Goal of the exercise = Nothing but the lines below between the line holding "thumb mcp: (271, 193)" and the line holding "ring mcp: (269, 282)", inclusive, should appear in the answer, each set down exactly.
[[ Data for the task open ]]
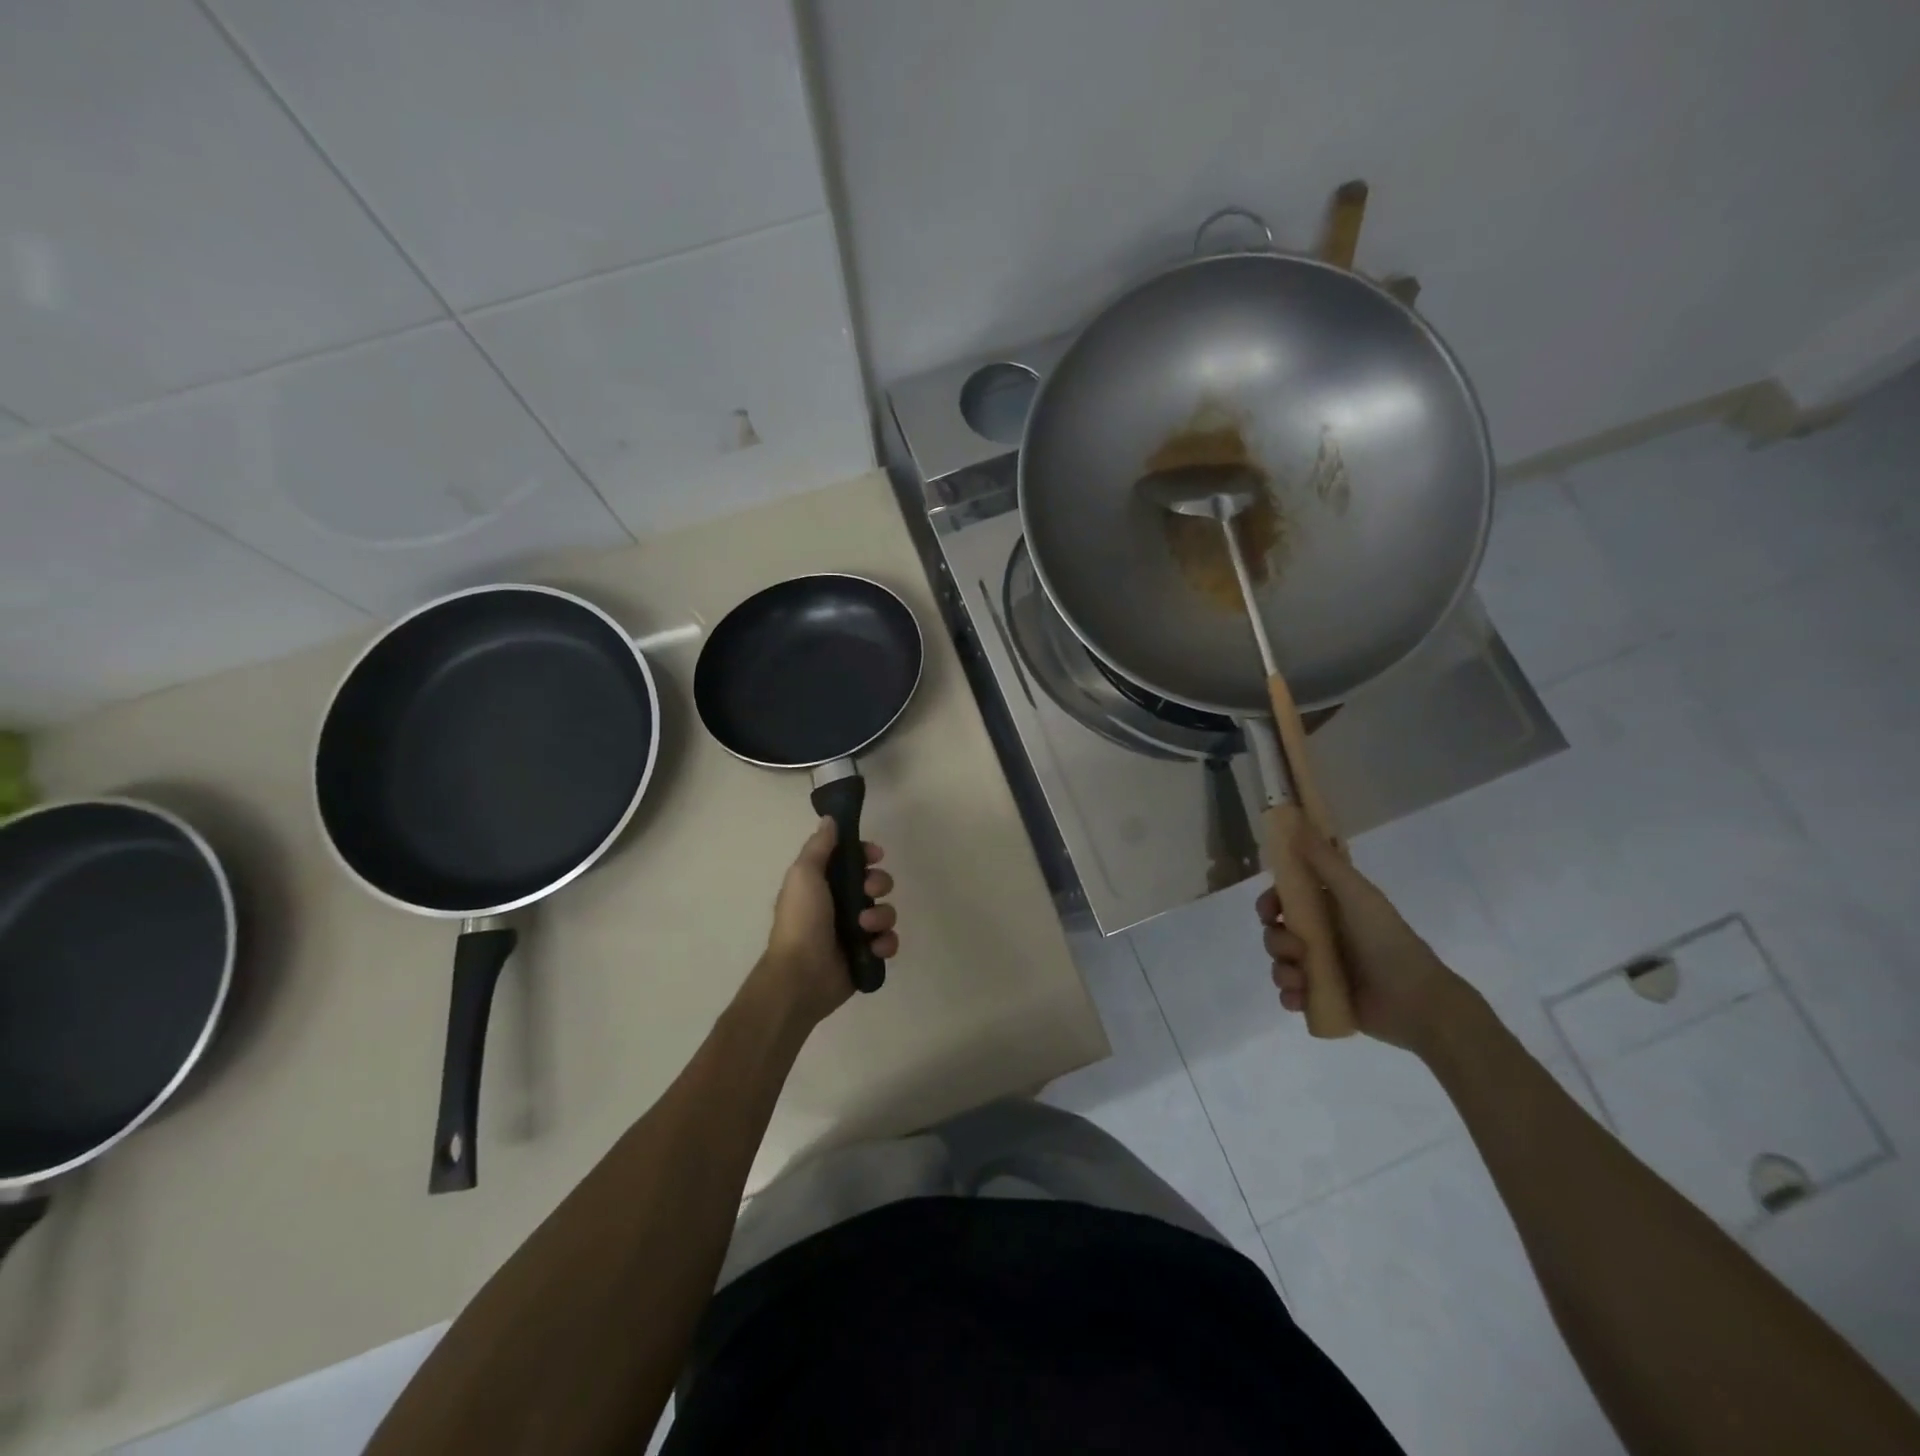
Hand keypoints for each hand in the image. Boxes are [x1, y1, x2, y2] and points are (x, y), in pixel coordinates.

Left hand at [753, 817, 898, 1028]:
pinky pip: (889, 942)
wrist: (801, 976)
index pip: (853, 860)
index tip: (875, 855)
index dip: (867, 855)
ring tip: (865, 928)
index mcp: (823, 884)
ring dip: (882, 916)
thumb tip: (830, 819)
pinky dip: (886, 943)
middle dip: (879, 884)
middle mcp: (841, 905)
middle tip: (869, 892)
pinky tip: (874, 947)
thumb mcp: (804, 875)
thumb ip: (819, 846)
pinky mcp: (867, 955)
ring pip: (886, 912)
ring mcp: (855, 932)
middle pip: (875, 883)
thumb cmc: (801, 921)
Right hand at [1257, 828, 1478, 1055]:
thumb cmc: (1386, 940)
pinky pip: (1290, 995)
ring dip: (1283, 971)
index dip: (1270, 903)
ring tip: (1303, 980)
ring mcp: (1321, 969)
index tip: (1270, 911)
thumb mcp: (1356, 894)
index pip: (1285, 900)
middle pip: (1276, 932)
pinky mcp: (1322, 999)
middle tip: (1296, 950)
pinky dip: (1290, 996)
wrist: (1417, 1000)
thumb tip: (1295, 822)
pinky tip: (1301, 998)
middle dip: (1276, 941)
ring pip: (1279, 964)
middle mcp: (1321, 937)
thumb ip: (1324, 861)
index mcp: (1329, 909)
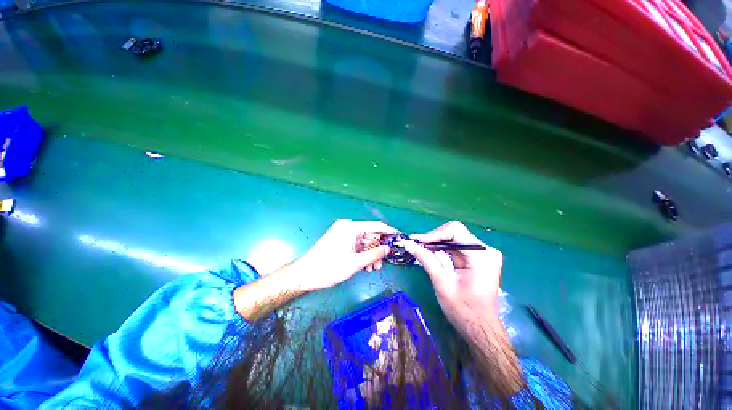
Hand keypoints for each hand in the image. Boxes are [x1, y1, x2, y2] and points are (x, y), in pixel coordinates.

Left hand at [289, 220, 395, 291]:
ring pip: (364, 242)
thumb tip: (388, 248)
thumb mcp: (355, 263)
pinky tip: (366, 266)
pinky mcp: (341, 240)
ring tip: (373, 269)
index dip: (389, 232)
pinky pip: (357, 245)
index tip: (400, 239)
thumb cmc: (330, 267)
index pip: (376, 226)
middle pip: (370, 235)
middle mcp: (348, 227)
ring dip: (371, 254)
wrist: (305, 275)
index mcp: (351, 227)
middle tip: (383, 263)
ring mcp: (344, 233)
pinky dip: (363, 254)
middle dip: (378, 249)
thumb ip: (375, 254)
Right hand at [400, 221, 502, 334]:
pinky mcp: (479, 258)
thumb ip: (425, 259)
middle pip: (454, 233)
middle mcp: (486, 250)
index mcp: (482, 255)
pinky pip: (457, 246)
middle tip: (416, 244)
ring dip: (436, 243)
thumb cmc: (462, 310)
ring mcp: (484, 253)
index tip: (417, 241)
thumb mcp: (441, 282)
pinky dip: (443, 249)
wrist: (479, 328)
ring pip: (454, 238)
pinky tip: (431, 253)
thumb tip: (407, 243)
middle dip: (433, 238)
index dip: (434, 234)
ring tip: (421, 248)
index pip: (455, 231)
[[ Data for the task closed ]]
[[ Data for the task open ]]
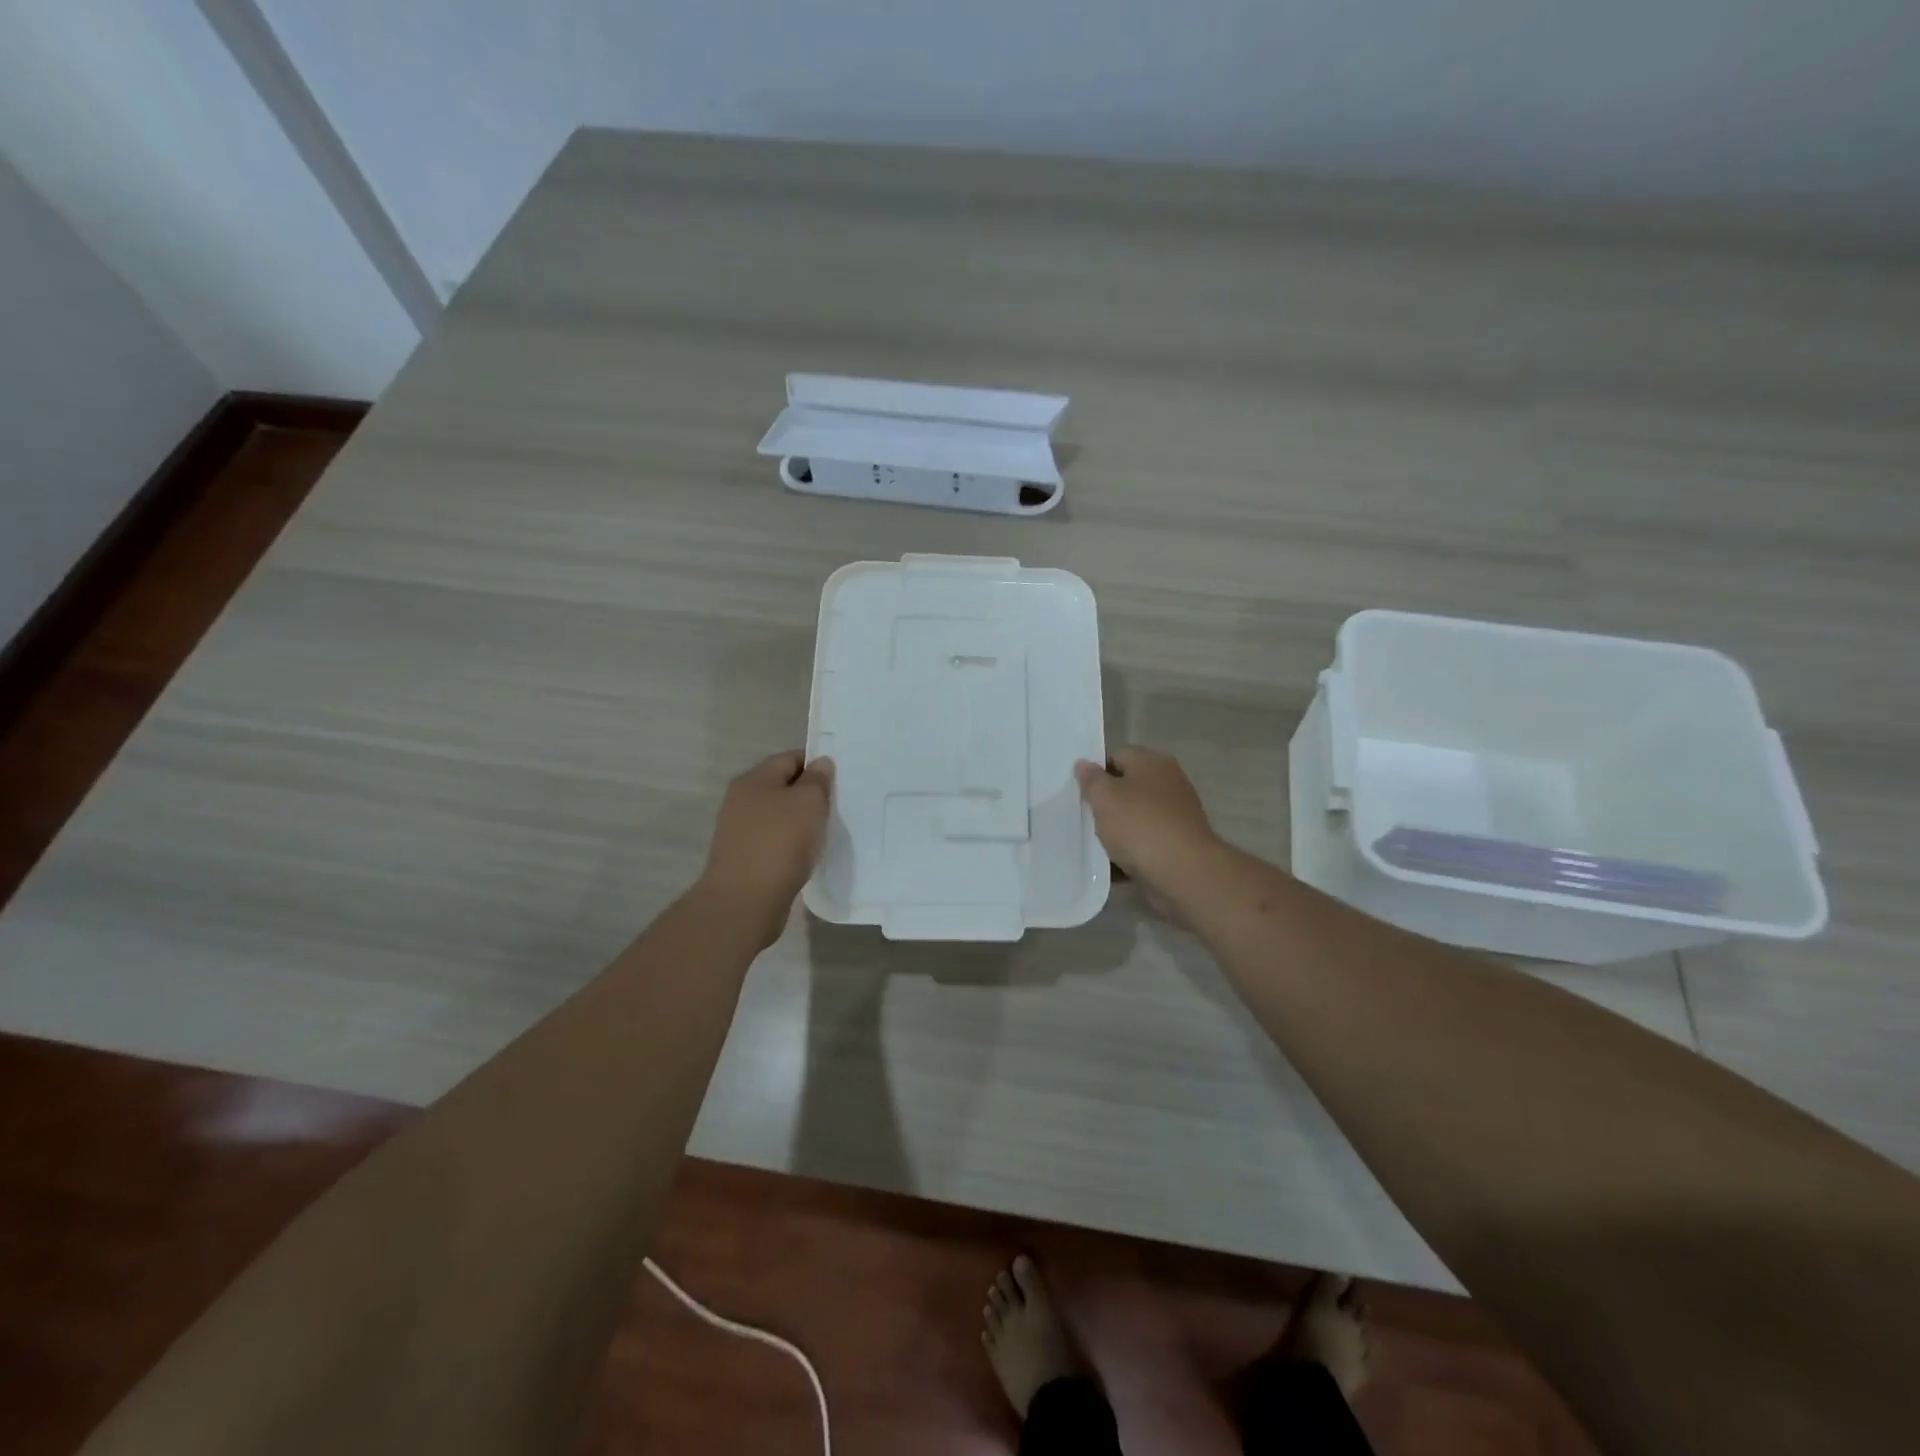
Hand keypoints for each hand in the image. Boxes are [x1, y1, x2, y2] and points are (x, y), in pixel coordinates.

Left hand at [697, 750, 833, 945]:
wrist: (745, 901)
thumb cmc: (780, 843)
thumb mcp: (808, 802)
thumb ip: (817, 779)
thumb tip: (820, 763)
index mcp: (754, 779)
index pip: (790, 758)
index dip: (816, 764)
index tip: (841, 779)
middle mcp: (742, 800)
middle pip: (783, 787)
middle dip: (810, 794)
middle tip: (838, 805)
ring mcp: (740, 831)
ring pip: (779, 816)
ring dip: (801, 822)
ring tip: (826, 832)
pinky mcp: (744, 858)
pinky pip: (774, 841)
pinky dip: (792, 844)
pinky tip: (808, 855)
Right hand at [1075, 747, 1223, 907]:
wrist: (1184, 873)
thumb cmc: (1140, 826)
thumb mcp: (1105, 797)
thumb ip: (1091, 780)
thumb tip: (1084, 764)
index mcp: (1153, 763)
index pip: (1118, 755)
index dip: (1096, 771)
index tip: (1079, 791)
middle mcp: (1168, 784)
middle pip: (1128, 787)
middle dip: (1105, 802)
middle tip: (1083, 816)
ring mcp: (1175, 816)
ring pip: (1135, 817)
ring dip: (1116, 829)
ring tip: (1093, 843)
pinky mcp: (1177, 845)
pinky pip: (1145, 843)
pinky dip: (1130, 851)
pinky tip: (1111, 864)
[[ Data for the task closed ]]
[[ Data for the task open ]]
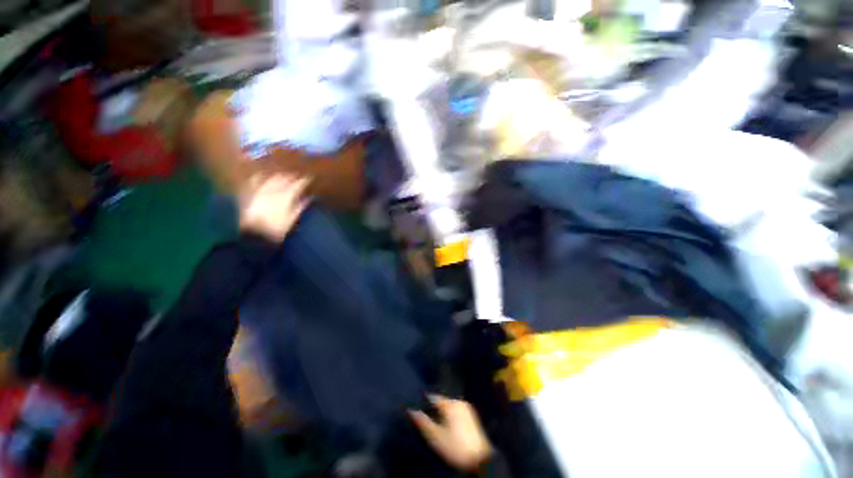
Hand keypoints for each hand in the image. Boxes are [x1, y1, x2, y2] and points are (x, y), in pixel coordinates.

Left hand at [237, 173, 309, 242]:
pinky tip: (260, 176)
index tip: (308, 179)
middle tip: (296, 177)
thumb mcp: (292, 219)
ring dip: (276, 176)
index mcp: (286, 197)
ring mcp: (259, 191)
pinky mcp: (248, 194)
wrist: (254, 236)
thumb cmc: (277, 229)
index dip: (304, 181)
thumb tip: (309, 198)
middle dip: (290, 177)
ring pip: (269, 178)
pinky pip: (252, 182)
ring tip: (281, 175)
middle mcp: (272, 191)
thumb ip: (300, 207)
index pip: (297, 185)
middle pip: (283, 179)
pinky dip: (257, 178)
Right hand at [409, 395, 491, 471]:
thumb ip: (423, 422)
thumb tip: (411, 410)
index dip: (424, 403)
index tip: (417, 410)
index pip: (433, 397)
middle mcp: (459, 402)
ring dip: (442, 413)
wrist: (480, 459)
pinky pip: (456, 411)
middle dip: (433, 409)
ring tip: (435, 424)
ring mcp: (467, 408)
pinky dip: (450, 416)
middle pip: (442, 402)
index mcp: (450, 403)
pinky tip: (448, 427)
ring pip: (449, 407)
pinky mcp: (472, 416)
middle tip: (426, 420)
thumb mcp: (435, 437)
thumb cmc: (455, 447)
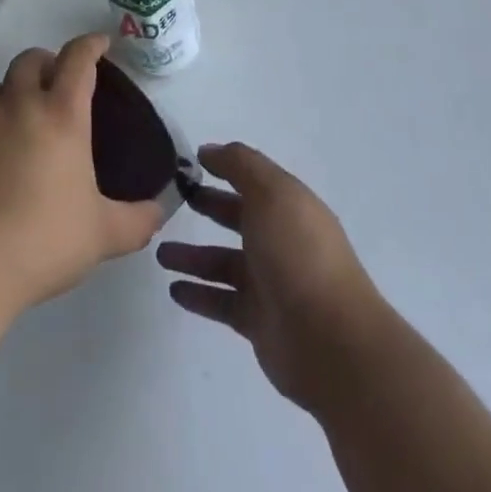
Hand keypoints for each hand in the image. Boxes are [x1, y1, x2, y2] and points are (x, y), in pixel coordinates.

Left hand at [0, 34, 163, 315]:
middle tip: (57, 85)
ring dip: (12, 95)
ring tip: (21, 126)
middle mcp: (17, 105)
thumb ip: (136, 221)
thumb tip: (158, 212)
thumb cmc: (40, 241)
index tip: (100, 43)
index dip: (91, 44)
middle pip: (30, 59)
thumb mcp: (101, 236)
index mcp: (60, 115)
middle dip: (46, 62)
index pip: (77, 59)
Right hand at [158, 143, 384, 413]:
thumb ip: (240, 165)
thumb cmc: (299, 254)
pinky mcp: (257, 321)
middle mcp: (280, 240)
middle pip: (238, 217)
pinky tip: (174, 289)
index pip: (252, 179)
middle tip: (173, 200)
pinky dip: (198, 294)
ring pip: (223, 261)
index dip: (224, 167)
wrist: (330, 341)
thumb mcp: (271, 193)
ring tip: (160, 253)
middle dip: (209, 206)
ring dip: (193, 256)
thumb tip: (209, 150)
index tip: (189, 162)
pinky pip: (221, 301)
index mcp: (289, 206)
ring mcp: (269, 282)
[[ Data for the task closed ]]
Result =
thumb mcp: (271, 193)
ring tip: (160, 253)
middle dip: (209, 206)
ring dip: (193, 256)
thumb tip: (209, 150)
index tip: (189, 162)
pinky pip: (221, 301)
index mcp: (289, 206)
ring mcp: (269, 282)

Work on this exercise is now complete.